Arms A and B -- the two longer regimens in which infants also received therapy -- showed efficacy. Arm C (the intrapartum only group) showed no efficacy compared with placebo. The placebo arm was stopped in February 1998 when positive results from a Thai study of short-course AZT were released. The main conclusion was that giving AZT and 3TC at the onset of labor and for one week postpartum to both mother and child reduced the MTCT rate by 38%, even in areas where a majority of women breast feed.
At the meeting in Kampala, Dr. Lange pointed out that looking at the late efficacy results now available gives a more accurate view of the risk of MTCT through breast feeding. Efficacy was assessed for the three regimens at six weeks and 18 months after birth. At week six, transmission rates were as follows: 5.9% for arm A, 8.9% for arm B, 14.2% for arm C, and 15.3% for placebo. These figures were based on infants who at week 6 had either a positive HIV-1 DNA or RNA test, or both. When the endpoints of infant HIV infection and mortality (deaths) were combined, week 6 rates for the four arms were 7.0%, 11.6%, 17.5%, and 18.1%.
At 18 months, the rate of HIV infection among infants from arms A, B, C, and P were 14.9%, 18.1%, 20.2%, and 22.2%, respectively. When HIV and mortality rates were combined at 18 months, the results were 18.9%, 23.8%, 25.2% and 25.6%. When considering only children who were breast fed, the combined HIV and mortality rates at 18 months were 21.6%, 24%, 27.8%, and 28.2%.

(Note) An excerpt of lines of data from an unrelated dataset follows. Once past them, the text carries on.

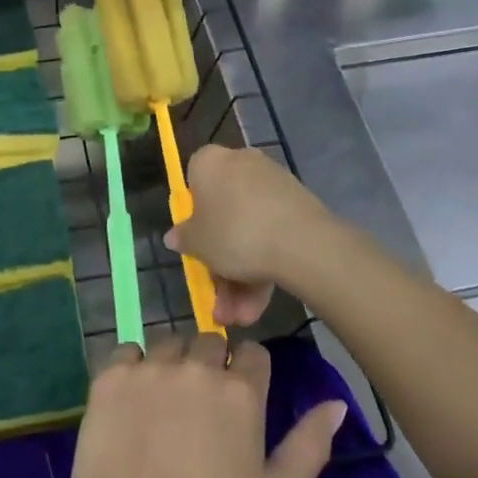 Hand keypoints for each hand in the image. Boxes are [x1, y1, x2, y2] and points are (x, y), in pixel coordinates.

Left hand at [64, 335, 345, 477]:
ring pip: (168, 343)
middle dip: (209, 364)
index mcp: (240, 391)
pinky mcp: (112, 374)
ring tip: (163, 402)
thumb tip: (336, 403)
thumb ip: (309, 445)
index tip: (239, 400)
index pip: (253, 353)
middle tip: (199, 406)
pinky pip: (127, 352)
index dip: (248, 372)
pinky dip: (132, 368)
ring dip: (172, 363)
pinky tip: (132, 399)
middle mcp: (197, 365)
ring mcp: (151, 366)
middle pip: (209, 342)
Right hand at [167, 146, 338, 324]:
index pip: (193, 180)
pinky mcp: (298, 204)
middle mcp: (241, 163)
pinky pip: (272, 232)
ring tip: (242, 316)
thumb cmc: (234, 233)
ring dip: (242, 276)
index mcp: (210, 161)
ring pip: (249, 230)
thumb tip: (175, 236)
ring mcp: (273, 183)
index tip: (196, 244)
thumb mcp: (197, 243)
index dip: (193, 215)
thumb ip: (183, 238)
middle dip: (221, 263)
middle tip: (220, 300)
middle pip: (224, 214)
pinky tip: (260, 303)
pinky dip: (265, 264)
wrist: (302, 242) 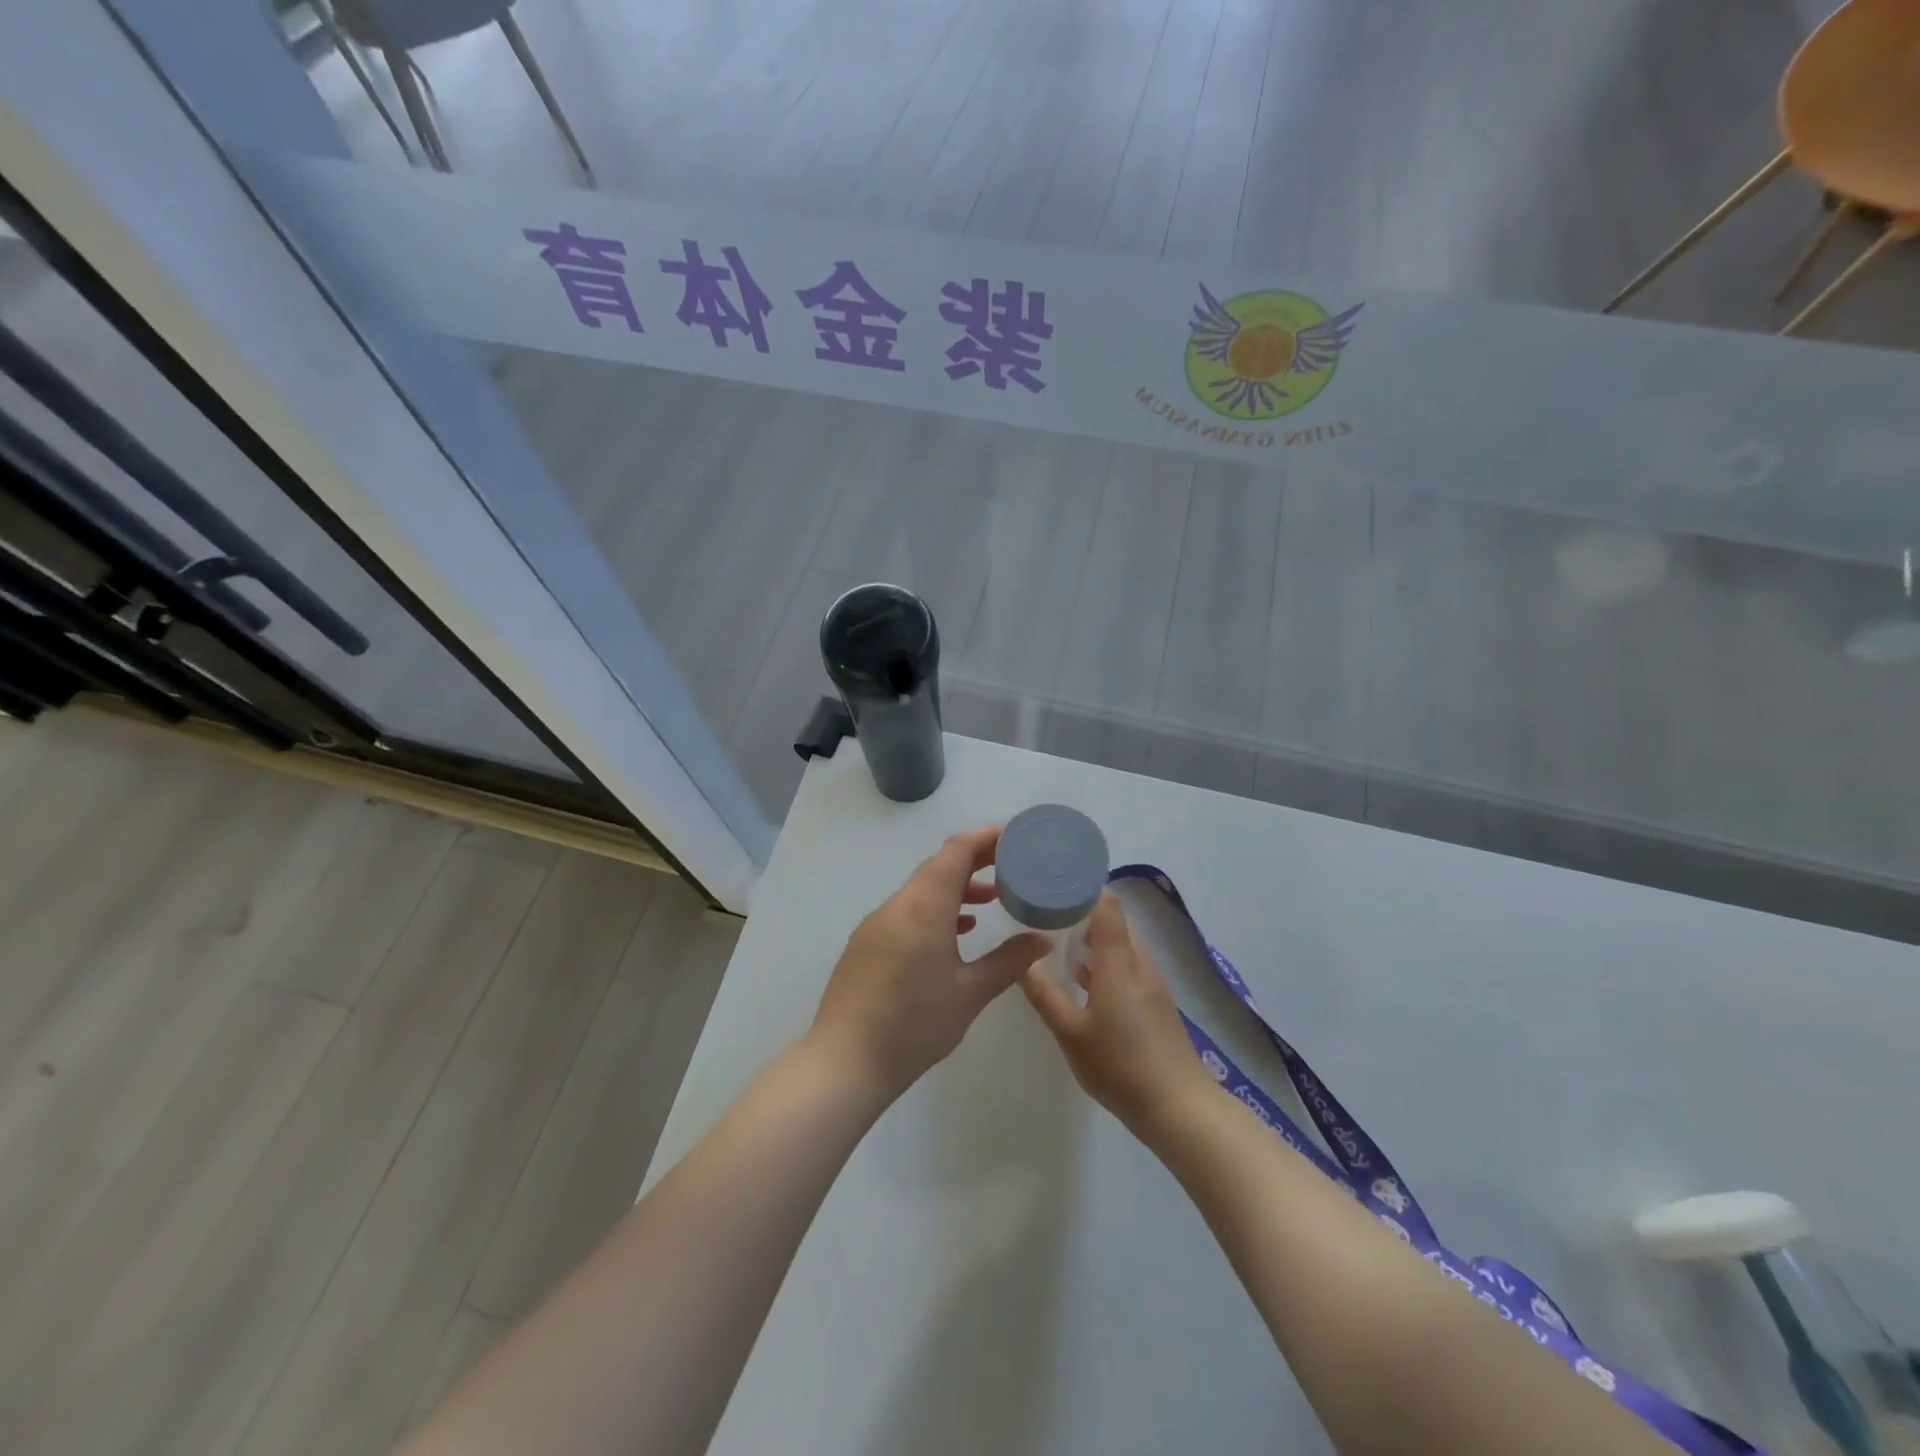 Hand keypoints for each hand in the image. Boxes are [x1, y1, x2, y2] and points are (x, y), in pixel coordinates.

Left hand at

Infant feeding patterns were as follows: 53% of South African and 97% of east African (Tanzanian and Ugandan) mothers ever breast fed, but for different lengths of time. At six weeks postpartum, there was an overall 11% MTCT rate. By 18 months, there was an overall transmission rate of 19%, suggesting an emerging pattern that Dr. Lange called a "catching-up phenomenon," referring to the steeply increasing number of infections postpartum. He concluded that combination AZT/3TC given from week 36 until delivery and then postpartum reduced MTCT of HIV by 61% in a breast feeding population. However, he said, "the benefits diminished considerably after 18 months. [Ed. note: They were almost entirely lost.] The way to maintain the early treatment effect is to target breast feeding and to try to minimize transmission via breast feeding."
However, he added, "breast feeding is only one issue and there are no simple solutions. Prevention of MTCT has to be addressed in the larger context of access to care in developing countries.... We still need better alternatives." Dr. Lange concluded with a personal admonition against dividing the HIV population into "innocent children and guilty adults," calling it "nonproductive."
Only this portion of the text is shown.